To understand the contact fatigue behavior of a hypoid bevel gear in a heavy-duty vehicle, we investigated fatigue life under a given load spectrum by emphasizing the following aspects: Modeling of gear geometry and finite element contact analysis, fatigue life prediction of bevel gear under constant loading conditions on the basis of the Brown–Miller–Morrow multiaxial fatigue criterion, and compilation of load spectrum and fatigue estimations with various damage accumulation rules.

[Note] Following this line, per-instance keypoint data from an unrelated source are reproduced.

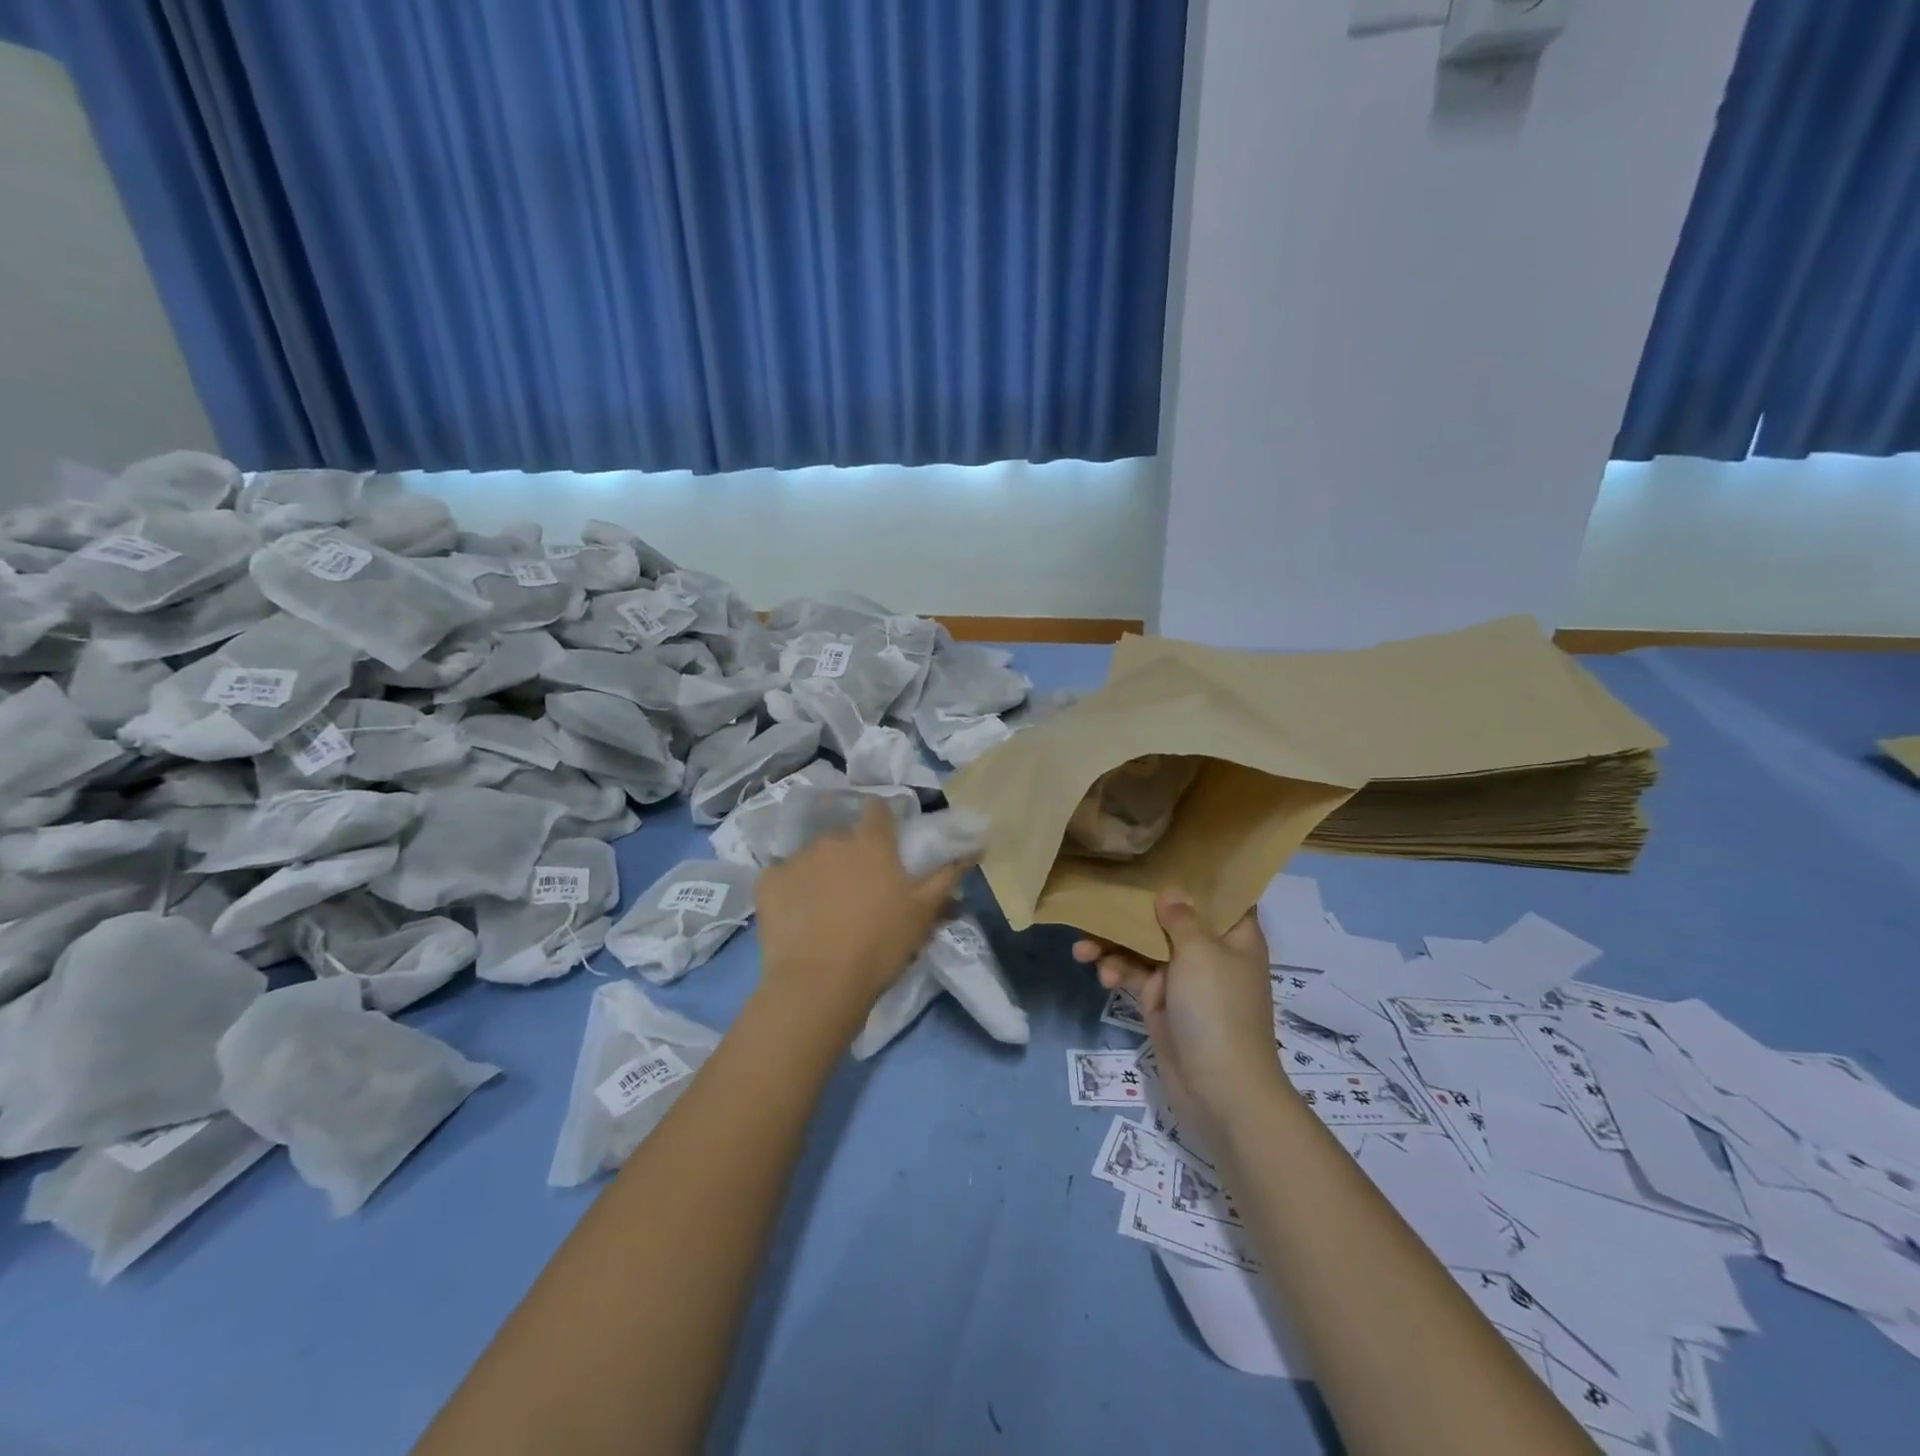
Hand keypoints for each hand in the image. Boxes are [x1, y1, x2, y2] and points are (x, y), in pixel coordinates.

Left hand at [755, 801, 970, 1034]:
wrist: (818, 984)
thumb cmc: (880, 944)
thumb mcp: (924, 912)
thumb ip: (948, 875)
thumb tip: (974, 847)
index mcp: (871, 842)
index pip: (878, 809)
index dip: (882, 822)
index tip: (887, 844)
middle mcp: (832, 839)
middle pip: (844, 837)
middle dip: (851, 855)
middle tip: (859, 889)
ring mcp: (796, 858)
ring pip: (813, 857)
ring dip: (821, 872)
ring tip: (825, 908)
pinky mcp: (767, 881)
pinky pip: (782, 877)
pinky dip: (791, 890)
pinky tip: (797, 917)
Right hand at [1074, 895, 1287, 1156]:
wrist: (1220, 1090)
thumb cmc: (1218, 1009)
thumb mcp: (1200, 953)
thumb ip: (1180, 917)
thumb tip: (1169, 892)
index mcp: (1235, 936)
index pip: (1220, 895)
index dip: (1194, 876)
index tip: (1160, 856)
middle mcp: (1210, 952)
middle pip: (1169, 918)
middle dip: (1134, 911)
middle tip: (1100, 900)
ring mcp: (1184, 979)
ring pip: (1143, 946)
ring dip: (1113, 945)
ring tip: (1082, 949)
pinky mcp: (1160, 1002)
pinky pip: (1133, 975)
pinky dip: (1116, 971)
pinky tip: (1101, 975)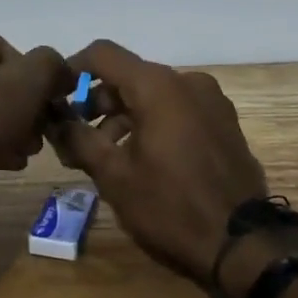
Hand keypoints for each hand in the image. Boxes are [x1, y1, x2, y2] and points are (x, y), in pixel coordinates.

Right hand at [49, 40, 267, 286]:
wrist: (243, 243)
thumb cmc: (170, 205)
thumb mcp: (113, 175)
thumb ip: (78, 138)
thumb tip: (54, 118)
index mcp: (158, 86)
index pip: (103, 54)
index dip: (73, 69)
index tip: (57, 98)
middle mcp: (187, 82)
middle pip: (129, 76)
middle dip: (97, 104)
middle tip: (76, 140)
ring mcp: (211, 101)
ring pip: (153, 95)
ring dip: (123, 118)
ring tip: (105, 157)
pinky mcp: (224, 123)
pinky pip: (177, 110)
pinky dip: (152, 124)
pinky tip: (141, 160)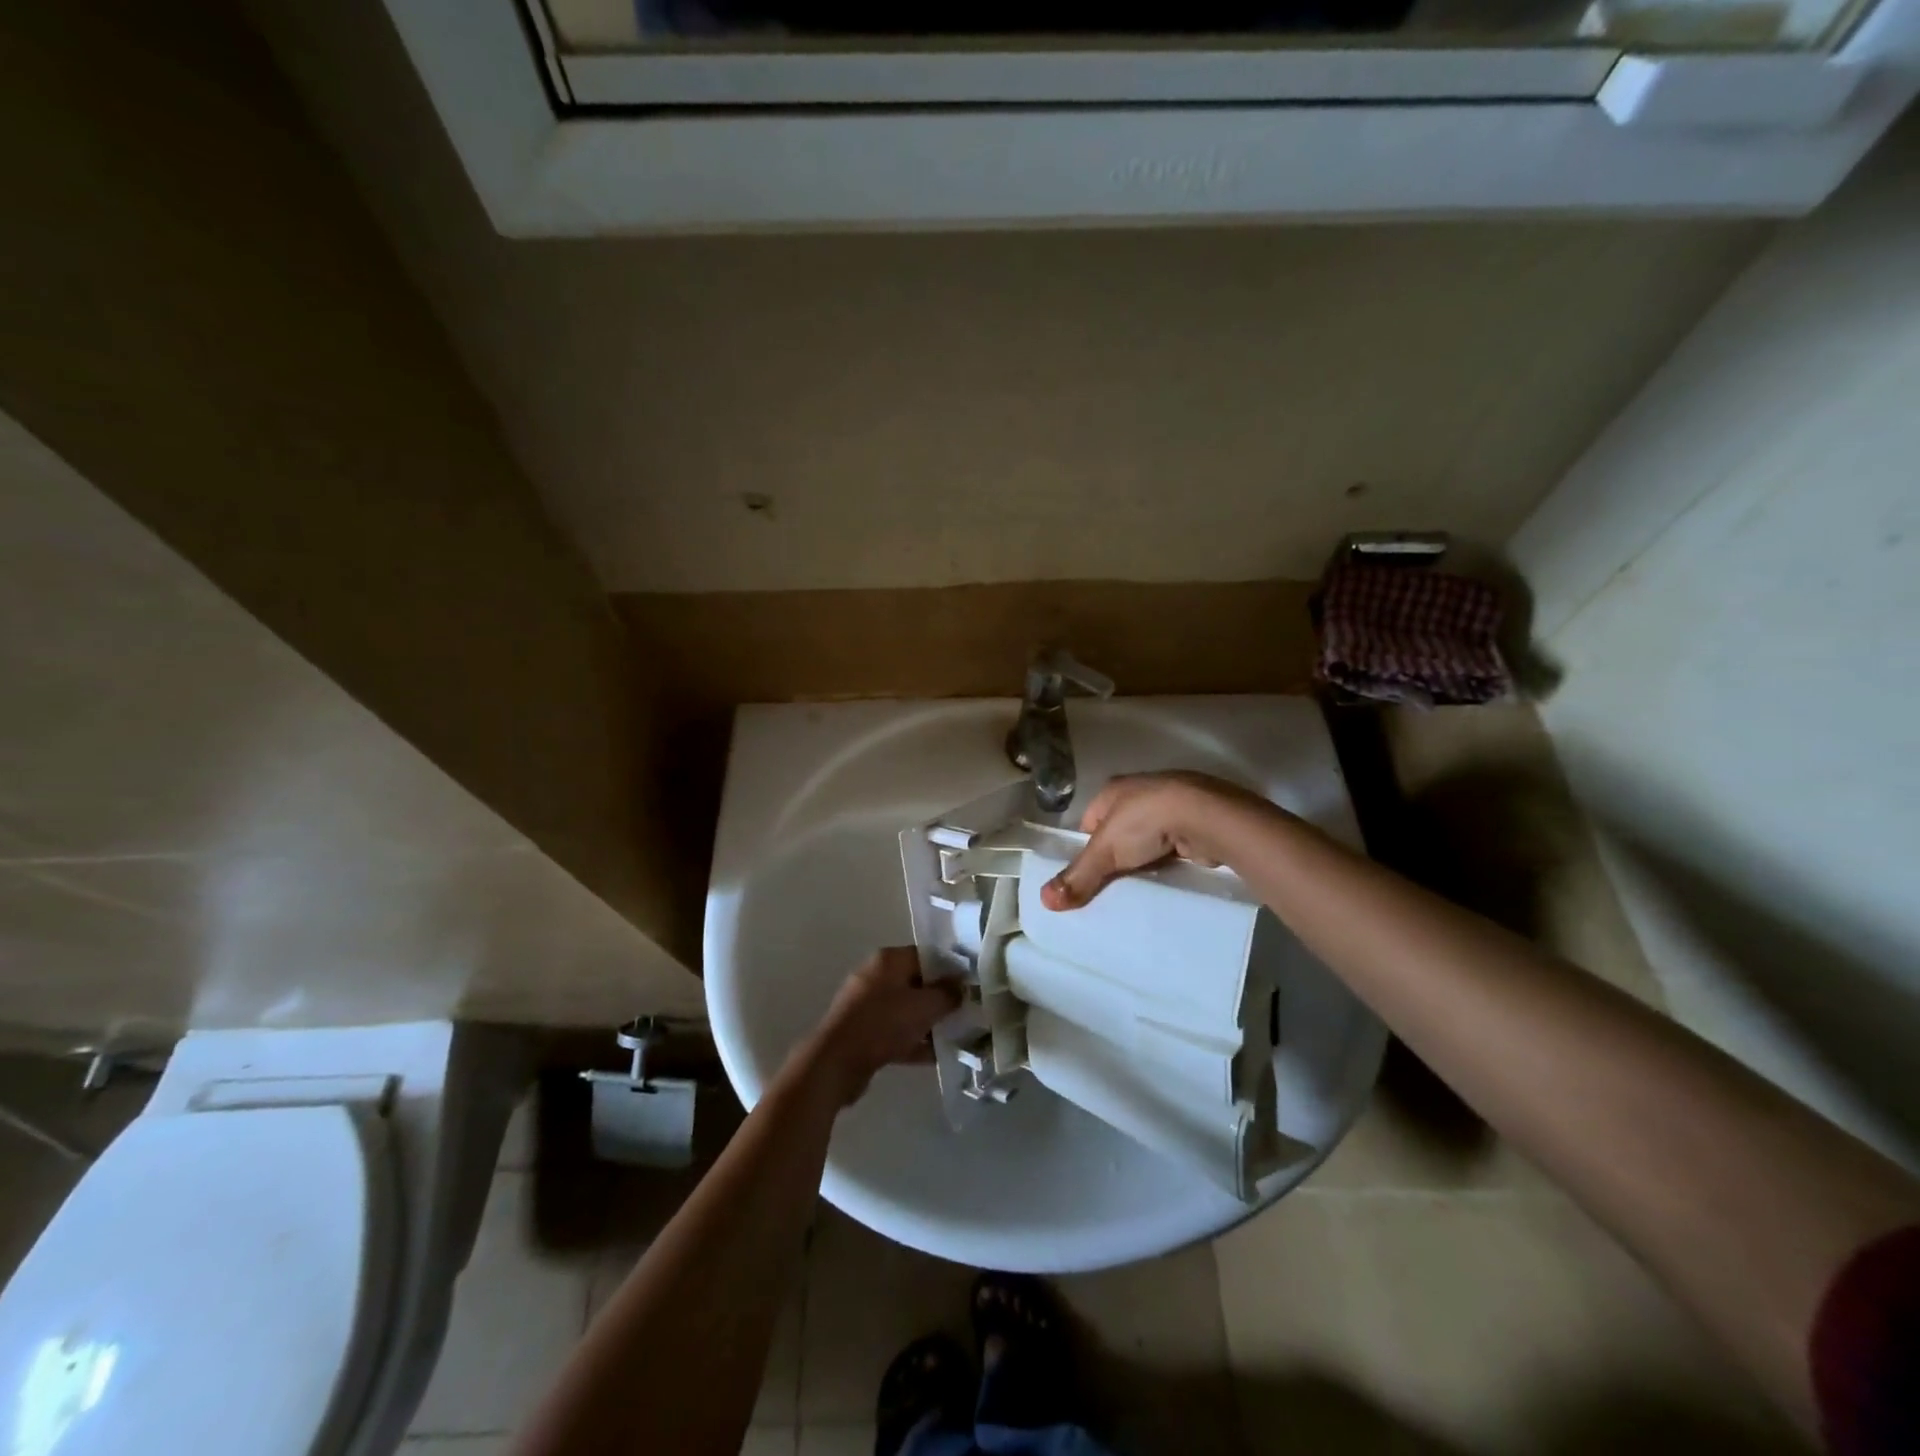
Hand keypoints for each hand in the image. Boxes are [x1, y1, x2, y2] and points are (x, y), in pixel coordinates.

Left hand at [801, 947, 961, 1107]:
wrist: (837, 1061)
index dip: (950, 969)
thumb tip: (961, 986)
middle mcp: (875, 976)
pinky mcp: (862, 1032)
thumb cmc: (884, 1023)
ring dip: (928, 1022)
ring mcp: (866, 1005)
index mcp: (888, 960)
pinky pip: (894, 1032)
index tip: (969, 986)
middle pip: (916, 983)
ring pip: (905, 1010)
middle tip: (965, 1012)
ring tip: (956, 1036)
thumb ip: (947, 994)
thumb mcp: (925, 1006)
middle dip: (940, 998)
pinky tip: (936, 1057)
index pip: (926, 955)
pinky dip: (913, 1041)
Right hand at [1040, 770, 1280, 910]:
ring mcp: (1172, 803)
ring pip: (1149, 838)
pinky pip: (1175, 844)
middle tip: (1113, 886)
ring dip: (1146, 858)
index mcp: (1113, 789)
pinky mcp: (1197, 820)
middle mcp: (1141, 791)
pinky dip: (1172, 859)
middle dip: (1118, 855)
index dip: (1087, 849)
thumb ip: (1077, 876)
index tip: (1089, 876)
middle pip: (1119, 830)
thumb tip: (1044, 900)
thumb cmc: (1146, 822)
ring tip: (1142, 885)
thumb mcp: (1105, 851)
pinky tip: (1171, 877)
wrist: (1207, 816)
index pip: (1089, 822)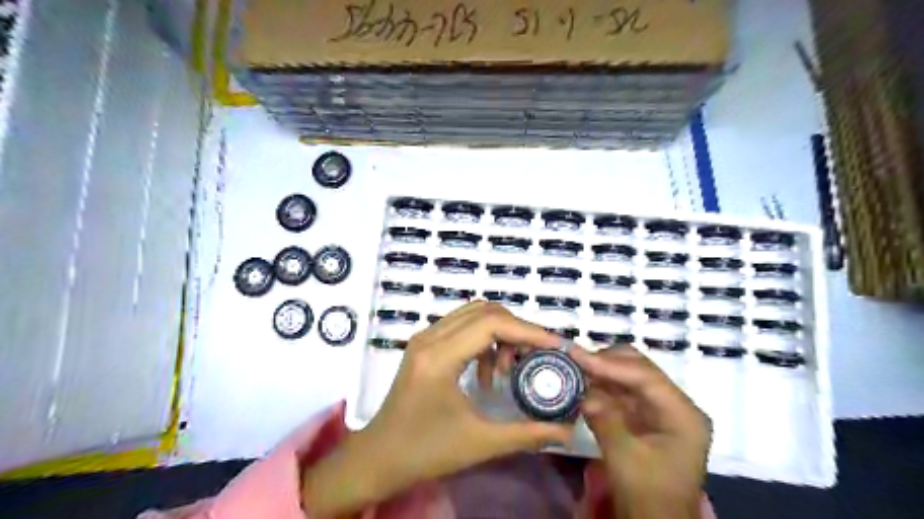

Bevel gear contact finite element model

Oerlikon and Gleason hypoid gears and spiral bevel gears are the most commonly used gear types in the main gearboxes of modern vehicles [22]. The Gleason-type hypoid gear was selected in this work, and the MC401-AGMA/Gleason hypoid gear design module was obtained from the commercial gear design software MASTA. Table 1 shows the basic design parameters of a hypoid gear pair. Figure 2 shows the geometry of a Gleason hypoid gear pair.
Tab.1 Basic parameters of a hypoid gear pair
Hypoid gear pair Number of teeth Gear module/mm Width of a tooth/mm Pitch diameter d/mm Average pressure angle/(° ) Spiral angle/(° ) Hand Cutter radius/mm
Pinion 9 12 76 129.8 20 45 Left
Wheel 41 12 70 492.0 20 45 Right 177.8
Fig.2 Gleason hypoid gear pair studied in this work.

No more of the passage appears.